同氏は、欧州委員会が「年齢に応じて、使える範囲を段階的に広げていく」方式を目指していると説明し、「子ども時代は待ってくれない。一度失われれば、二度と取り戻すことはできない」と強調した。
フォンデアライエン氏は今年3月、この専門家パネルを設置した。研究作業の責任者には、ヨルク・M・フェーゲルト教授とマリア・メルキオール博士が任命された。フェーゲルト氏はウルム大学医療センターの児童・思春期精神医学、心身医学、心理療法部門の責任者であり、メルキオール氏はフランス国立保健医学研究所の研究部長である。
欧州委員会、夏以降に正式な法案提出へ
EUは同日、最新の世論調査の結果も公表した。調査によると、ヨーロッパ市民の間では、子どもがSNS上で直面するさまざまなリスクへの懸念が広がっている。SNSの普及が進むなか、子どもの保護を強化し、偽情報への対策をさらに強める必要があるとの認識が示された。

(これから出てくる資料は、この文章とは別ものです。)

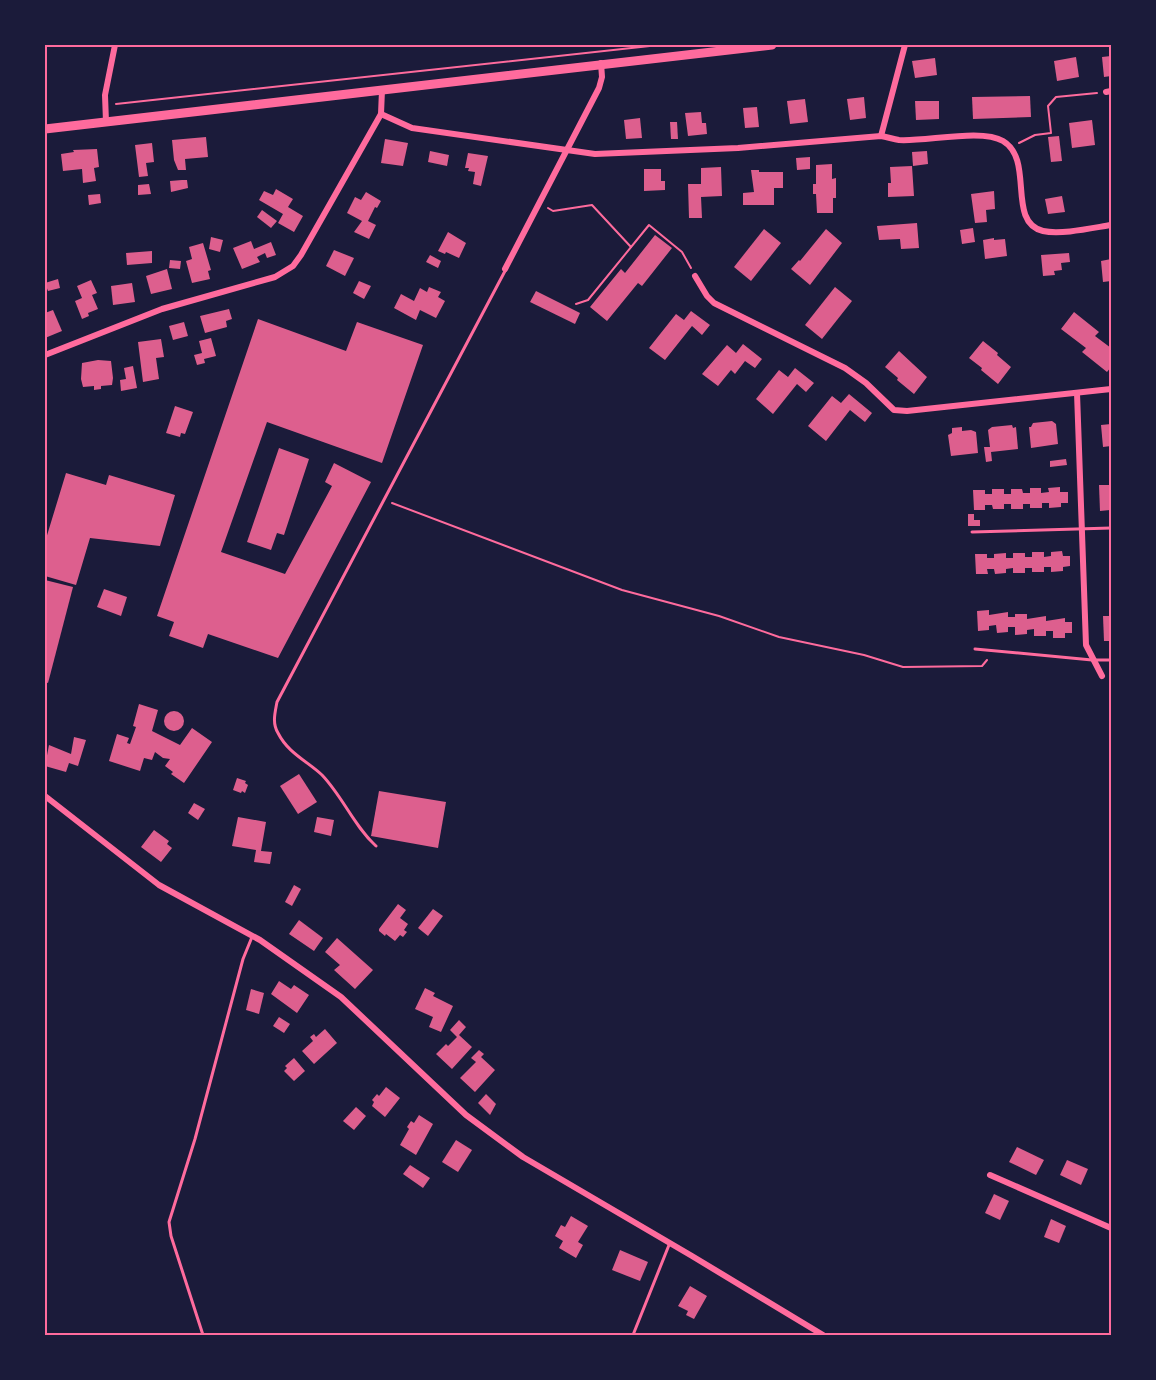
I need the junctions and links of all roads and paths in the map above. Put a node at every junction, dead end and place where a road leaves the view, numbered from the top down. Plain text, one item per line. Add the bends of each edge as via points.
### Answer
1 (115, 45) edge
2 (659, 45) edge
3 (772, 45) edge
4 (905, 45) edge
5 (602, 63) junction
6 (382, 90) junction
7 (1108, 91) edge
8 (105, 107) junction
9 (381, 114) junction
10 (106, 122) junction
11 (45, 129) edge
12 (881, 136) junction
13 (1011, 147) junction
14 (567, 151) junction
15 (540, 204) junction
16 (1111, 225) edge
17 (631, 247) junction
18 (506, 269) joint
19 (695, 276) joint
20 (576, 304) dead end
21 (45, 356) edge
22 (1111, 389) edge
23 (1077, 393) junction
24 (384, 500) junction
25 (1111, 528) edge
26 (1082, 529) junction
27 (972, 532) dead end
28 (975, 649) dead end
29 (994, 651) junction
30 (1092, 660) junction
31 (1111, 660) edge
32 (1102, 676) dead end
33 (45, 796) edge
34 (376, 846) dead end
35 (253, 936) junction
36 (990, 1175) dead end
37 (1111, 1228) edge
38 (670, 1243) junction
39 (203, 1335) edge
40 (633, 1335) edge
41 (823, 1335) edge

1 - 8 street
2 - 8 path
3 - 5 main road
4 - 12 street
5 - 6 main road
5 - 14 street via 599,88
6 - 9 street
6 - 10 main road
7 - 13 path via 1056,97 1048,106 1051,133 1035,135
8 - 10 street
9 - 14 street via 412,128
9 - 21 street via 301,255 284,273 162,309
10 - 11 main road
12 - 13 street via 903,140 987,136
12 - 14 street via 726,148 595,154
13 - 16 street via 1018,160 1024,212 1031,225 1052,232
14 - 15 street
15 - 17 path via 553,211 592,206
15 - 18 street
17 - 19 path via 649,225 682,252
17 - 20 path via 588,300
18 - 24 lane
19 - 23 street via 714,303 845,368 894,410
22 - 23 street
23 - 26 street
24 - 29 path via 622,590 719,616 778,637 903,667 982,666
24 - 34 lane via 277,702 273,719 286,747 320,774
25 - 26 lane
26 - 27 lane
26 - 30 street via 1086,645
28 - 29 lane
29 - 30 lane
30 - 31 lane
30 - 32 street
33 - 35 street via 159,885
35 - 38 street via 341,997 482,1129
35 - 39 lane via 243,959 169,1222
36 - 37 street
38 - 40 lane
38 - 41 street

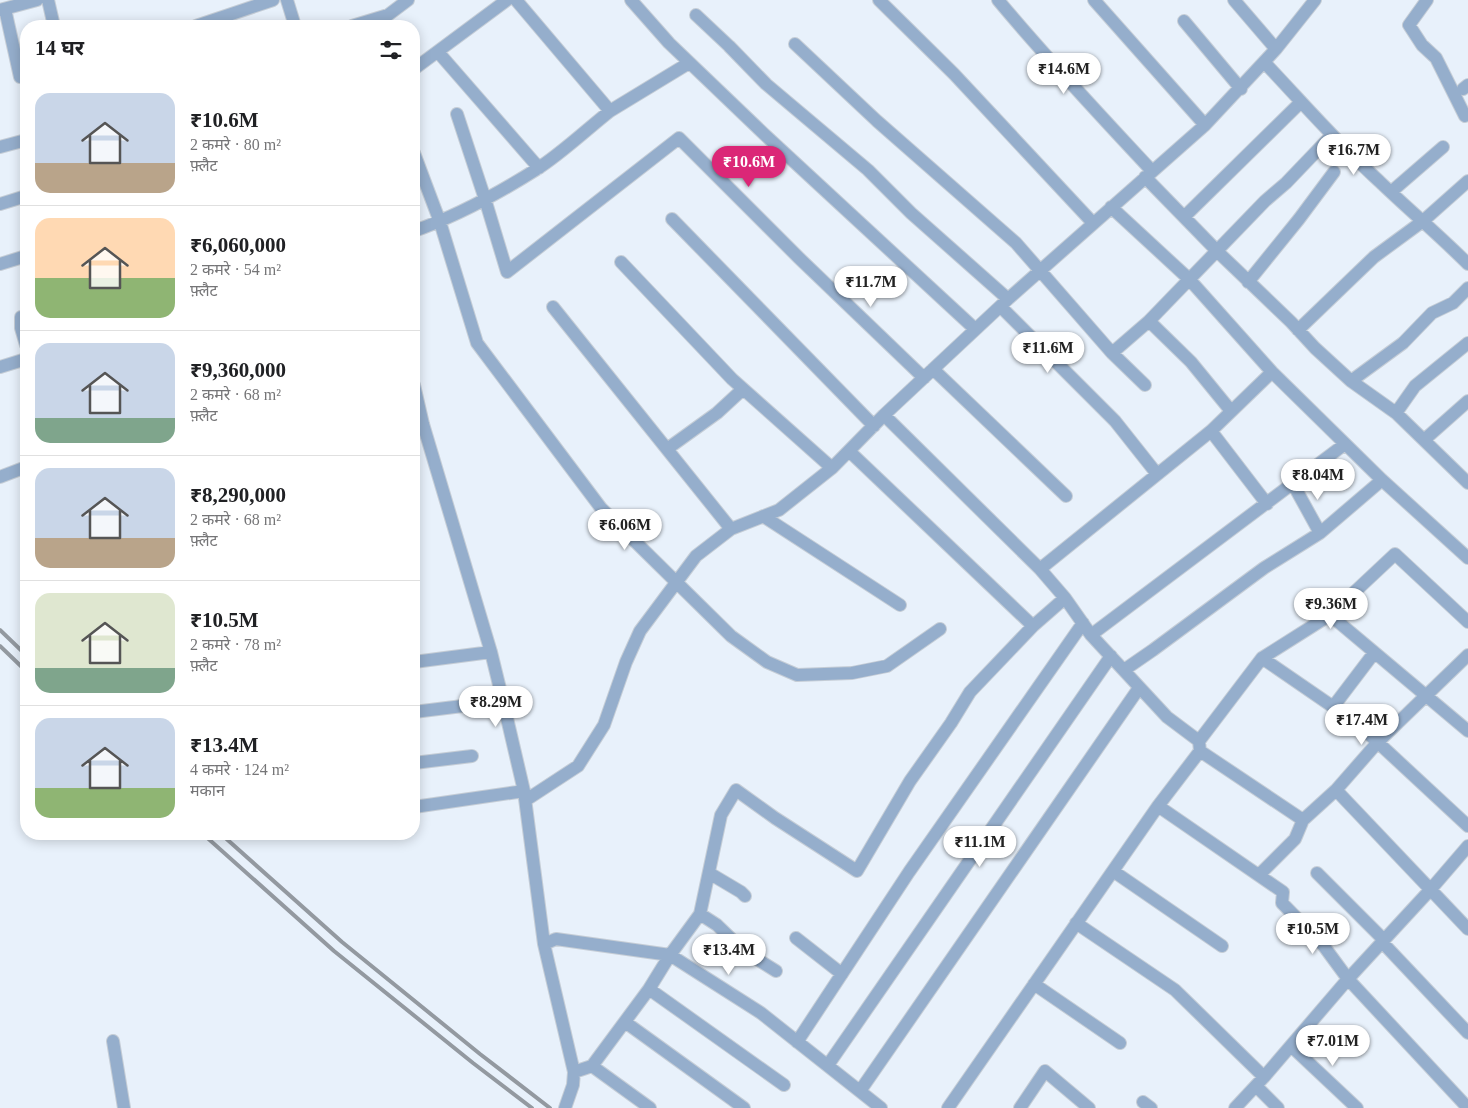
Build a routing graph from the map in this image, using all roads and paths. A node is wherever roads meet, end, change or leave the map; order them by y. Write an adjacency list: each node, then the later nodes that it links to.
1 (36, 0): 15 (street)
2 (48, 0): 17 (street)
3 (272, 0): 18 (street)
4 (286, 0): 19 (street)
5 (408, 0): 20 (street)
6 (507, 0): 24 (street)
7 (516, 0): 31 (street)
8 (630, 0): 26 (street)
9 (879, 0): 53 (street)
10 (998, 0): 42 (street)
11 (1094, 0): 34 (street)
12 (1234, 0): 23 (street)
13 (1315, 0): 23 (street)
14 (1427, 0): 33 (street)
15 (2, 10): 28 (street)
16 (696, 15): 64 (street)
17 (53, 20)
18 (214, 20)
19 (293, 20)
20 (372, 20)
21 (1184, 21): 29 (street)
22 (795, 44): 60 (street)
23 (1276, 49): 25 (street)
24 (438, 52): 27 (street); 39 (street)
25 (1264, 62): 29 (street); 30 (street)
26 (689, 63): 31 (street); 67 (street)
27 (420, 66)
28 (20, 77)
29 (1240, 89): 34 (street)
30 (1301, 102): 35 (street); 49 (street)
31 (610, 111): 39 (street)
32 (457, 114): 46 (street)
33 (1465, 116)
34 (1205, 125): 42 (street)
35 (1332, 135): 44 (street); 55 (street)
36 (20, 142): 37 (street)
37 (0, 147)
38 (1443, 147): 44 (street)
39 (539, 168): 46 (street)
40 (420, 169): 52 (street)
41 (1334, 172): 62 (street)
42 (1148, 174): 48 (street); 49 (street)
43 (1468, 181): 51 (street)
44 (1391, 192): 51 (street)
45 (20, 198): 47 (street)
46 (486, 199): 52 (street); 75 (street)
47 (0, 204)
48 (1111, 207): 53 (street); 61 (street)
49 (1184, 217): 55 (street)
50 (672, 219): 83 (street)
51 (1423, 221): 59 (street); 68 (street)
52 (440, 222): 54 (street); 104 (street)
53 (1092, 223): 60 (street)
54 (420, 229)
55 (1216, 251): 61 (street); 62 (street)
56 (20, 258): 58 (street)
57 (621, 262): 78 (street)
58 (0, 264)
59 (1468, 264)
60 (1040, 271): 64 (street); 70 (street)
61 (1189, 279): 66 (street); 74 (street)
62 (1248, 282): 68 (street)
63 (1468, 288): 76 (street)
64 (1004, 303): 67 (street); 92 (street)
65 (553, 307): 88 (street)
66 (1149, 321): 70 (street); 80 (street)
67 (975, 330): 73 (street)
68 (1298, 330): 76 (street)
69 (1468, 344): 81 (street)
70 (1112, 353): 77 (street)
71 (20, 362): 72 (street)
72 (0, 367)
73 (933, 369): 75 (street); 97 (street)
74 (1272, 372): 80 (street); 87 (street)
75 (924, 378): 82 (street)
76 (1352, 381): 81 (street)
77 (1145, 385)
78 (743, 389): 88 (street); 90 (street)
79 (1468, 401): 86 (street)
80 (1231, 411): 84 (street)
81 (1396, 413): 86 (street)
82 (884, 415): 83 (street); 103 (street)
83 (874, 426): 89 (street)
84 (1210, 431): 92 (street); 98 (street)
85 (420, 432): 113 (street)
86 (1424, 440): 95 (street)
87 (1345, 444): 94 (street); 96 (street)
88 (667, 449): 100 (street)
89 (849, 451): 90 (street); 110 (street)
90 (832, 468): 99 (street)
91 (20, 469): 93 (street)
92 (1157, 474): 103 (street)
93 (0, 477)
94 (1382, 480): 101 (street); 102 (street)
95 (1468, 483)
96 (1293, 484): 98 (street); 101 (street)
97 (1066, 496)
98 (1267, 504): 112 (street)
99 (763, 516): 100 (street); 106 (street)
100 (730, 529): 104 (street)
101 (1320, 533): 119 (street)
102 (1468, 558)
103 (1040, 569): 105 (street)
104 (677, 583): 111 (street); 131 (street)
105 (1065, 598): 109 (street); 110 (street)
106 (900, 605)
107 (1330, 615): 108 (street); 114 (street); 117 (street)
108 (1468, 622)
109 (1083, 623): 112 (street); 152 (street)
110 (1033, 626): 138 (street)
111 (940, 629)
112 (1092, 635): 116 (street)
113 (491, 652): 118 (street); 122 (street)
114 (1374, 653): 121 (street); 123 (street)
115 (1468, 655): 121 (street)
116 (1111, 656): 119 (street); 162 (street)
117 (1262, 658): 123 (street); 127 (street)
118 (420, 661)
119 (1124, 670): 120 (street)
120 (1139, 688): 127 (street); 167 (street)
121 (1425, 696): 125 (street); 126 (street)
122 (503, 700): 124 (street); 131 (street)
123 (1333, 707): 126 (street)
124 (420, 711)
125 (1468, 731)
126 (1378, 742): 130 (street); 135 (street)
127 (1199, 746): 133 (street); 134 (street)
128 (472, 756): 129 (street)
129 (420, 762)
130 (1336, 790): 134 (street); 141 (street)
131 (525, 796): 132 (street); 148 (street)
132 (420, 806)
133 (1158, 806): 137 (street); 140 (street)
134 (1303, 820): 140 (street)
135 (1468, 826)
136 (1468, 846): 141 (street)
137 (1113, 871): 144 (street); 149 (street)
138 (708, 873): 142 (street); 143 (street)
139 (1317, 873): 147 (street)
140 (1259, 875): 153 (street)
141 (1431, 890): 145 (street); 147 (street)
142 (744, 896)
143 (700, 914): 150 (street); 151 (street)
144 (1076, 923): 154 (street); 165 (street)
145 (1468, 929)
146 (796, 938): 152 (street)
147 (1383, 941): 153 (street); 157 (street)
148 (544, 944): 150 (street); 164 (street)
149 (1222, 946)
150 (670, 955): 155 (street); 159 (street)
151 (776, 971)
152 (842, 974): 159 (street)
153 (1348, 979): 161 (street); 179 (street)
154 (1034, 984): 160 (street); 173 (street)
155 (649, 989): 156 (street); 166 (street)
156 (625, 1022): 163 (street); 171 (street)
157 (1468, 1033)
158 (112, 1041): 168 (street)
159 (797, 1042): 162 (street)
160 (1120, 1044)
161 (1291, 1046): 165 (street); 178 (street)
162 (828, 1065): 167 (street)
163 (592, 1066): 164 (street); 170 (street)
164 (574, 1072): 169 (street)
165 (1260, 1081): 176 (street); 177 (street)
166 (784, 1085)
167 (860, 1091): 172 (street)
168 (124, 1108)
169 (564, 1108)
170 (650, 1108)
171 (744, 1108)
172 (881, 1108)
173 (948, 1108)
174 (1020, 1108): 175 (street)
175 (1089, 1108)
176 (1235, 1108)
177 (1278, 1108)
178 (1357, 1108)
179 (1468, 1108)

調査参加者のうち、71%がネットいじめや嫌がらせを最大の懸念事項に挙げた。70%は、子どもがネット上で誘い出されたり、性的搾取の被害に遭ったりすることを懸念した。69%は暴力、自傷行為、過激主義などの有害コンテンツへの接触を心配し、同じく69%が個人情報の悪用を問題視した。
また、64%は子どもが違法行為に勧誘される可能性を問題視し、60%はSNSが依存を促す設計で子どもを引きつけていることを懸念した。
世論調査では、ヨーロッパ市民の多数がEUによる子どもの保護強化を望んでいることも明らかになった。回答者の3分の2近くが、年齢に応じて子どものSNS利用を制限することを支持しており、そのうち36%は、一定の年齢未満の子どもによるSNS利用を全面的に禁止することを支持している。
関連法案は今年の夏以降に提出される見通しで、今後、EUの立法手続きを経て審議される。